▶ **WHAT YOU HAVE TO DO**
Every line below should come back exactly as written, though the pictures stay out.

===== SUPPLIED MATERIAL =====

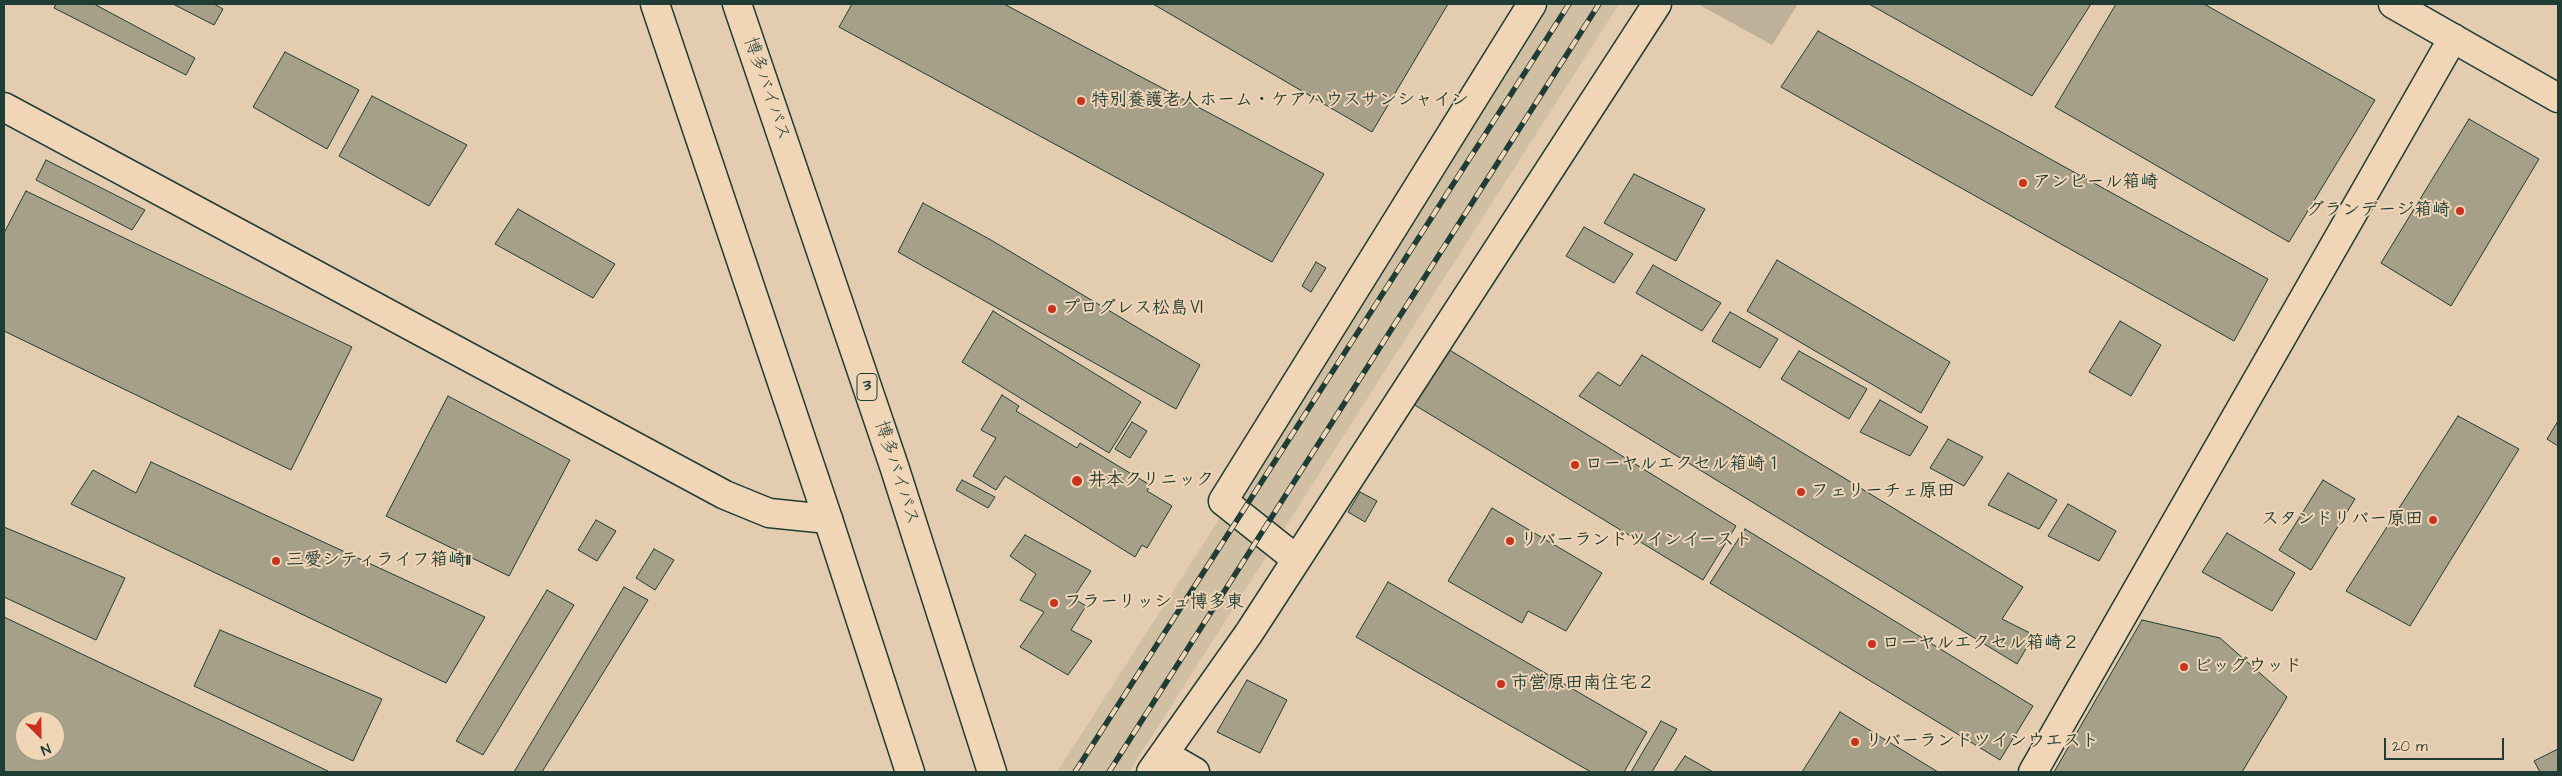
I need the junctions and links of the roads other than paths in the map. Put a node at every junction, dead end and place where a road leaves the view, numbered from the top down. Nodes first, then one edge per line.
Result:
1 (655, 4) edge
2 (737, 4) edge
3 (1532, 4) edge
4 (1657, 4) edge
5 (2393, 4) edge
6 (2453, 38) junction
7 (2558, 98) edge
8 (4, 106) edge
9 (828, 519) junction
10 (1296, 559) junction
11 (1158, 763) edge
12 (910, 772) edge
13 (992, 772) edge
14 (1195, 772) edge
15 (2033, 772) edge

1 - 9 main road
2 - 13 main road, 博多バイパス / 3
3 - 10 main road
4 - 10 main road
5 - 6 main road
6 - 7 main road
6 - 15 main road
8 - 9 main road
9 - 12 main road
10 - 11 main road
11 - 14 main road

=====

▶ **TASK SOLUTION**
I need the junctions and links of the roads other than paths in the map. Put a node at every junction, dead end and place where a road leaves the view, numbered from the top down. Nodes first, then one edge per line.
Result:
1 (655, 4) edge
2 (737, 4) edge
3 (1532, 4) edge
4 (1657, 4) edge
5 (2393, 4) edge
6 (2453, 38) junction
7 (2558, 98) edge
8 (4, 106) edge
9 (828, 519) junction
10 (1296, 559) junction
11 (1158, 763) edge
12 (910, 772) edge
13 (992, 772) edge
14 (1195, 772) edge
15 (2033, 772) edge

1 - 9 main road
2 - 13 main road, 博多バイパス / 3
3 - 10 main road
4 - 10 main road
5 - 6 main road
6 - 7 main road
6 - 15 main road
8 - 9 main road
9 - 12 main road
10 - 11 main road
11 - 14 main road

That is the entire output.